## Task instructions
Work out how many lines in the material beneath contain "main". Give only that number.
□ □ □
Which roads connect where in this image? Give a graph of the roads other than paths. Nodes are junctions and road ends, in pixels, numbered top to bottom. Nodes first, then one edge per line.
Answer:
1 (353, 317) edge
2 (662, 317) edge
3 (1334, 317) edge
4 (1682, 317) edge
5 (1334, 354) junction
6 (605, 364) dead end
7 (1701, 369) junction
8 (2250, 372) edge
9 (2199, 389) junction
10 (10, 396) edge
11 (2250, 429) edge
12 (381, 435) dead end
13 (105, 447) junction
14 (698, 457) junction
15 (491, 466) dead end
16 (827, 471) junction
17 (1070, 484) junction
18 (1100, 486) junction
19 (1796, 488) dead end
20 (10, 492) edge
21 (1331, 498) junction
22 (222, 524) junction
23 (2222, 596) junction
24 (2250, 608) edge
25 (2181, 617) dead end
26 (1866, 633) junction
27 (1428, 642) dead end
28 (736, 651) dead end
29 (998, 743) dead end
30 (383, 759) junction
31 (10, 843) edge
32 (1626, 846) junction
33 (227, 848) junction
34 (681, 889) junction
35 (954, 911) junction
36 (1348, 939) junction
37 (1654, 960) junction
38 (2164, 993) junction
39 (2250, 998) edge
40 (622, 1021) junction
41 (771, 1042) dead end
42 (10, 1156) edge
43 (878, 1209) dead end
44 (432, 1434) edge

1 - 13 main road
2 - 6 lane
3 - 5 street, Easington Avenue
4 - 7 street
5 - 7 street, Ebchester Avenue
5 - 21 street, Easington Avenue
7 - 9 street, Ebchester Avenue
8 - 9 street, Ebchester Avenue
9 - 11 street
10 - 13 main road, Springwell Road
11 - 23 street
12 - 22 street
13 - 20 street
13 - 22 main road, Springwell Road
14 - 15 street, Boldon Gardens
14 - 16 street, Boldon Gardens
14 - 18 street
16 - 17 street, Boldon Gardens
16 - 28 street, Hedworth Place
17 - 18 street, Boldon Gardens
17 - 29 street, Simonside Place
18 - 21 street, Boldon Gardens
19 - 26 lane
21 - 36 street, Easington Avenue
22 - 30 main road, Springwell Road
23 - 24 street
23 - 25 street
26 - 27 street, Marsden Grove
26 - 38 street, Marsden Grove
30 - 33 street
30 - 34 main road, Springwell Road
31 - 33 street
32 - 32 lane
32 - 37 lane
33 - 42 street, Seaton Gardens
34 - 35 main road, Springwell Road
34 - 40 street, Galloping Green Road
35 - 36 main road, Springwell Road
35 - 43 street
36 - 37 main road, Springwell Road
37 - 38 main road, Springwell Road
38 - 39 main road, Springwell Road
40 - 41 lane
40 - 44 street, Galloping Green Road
□ □ □
## Answer
10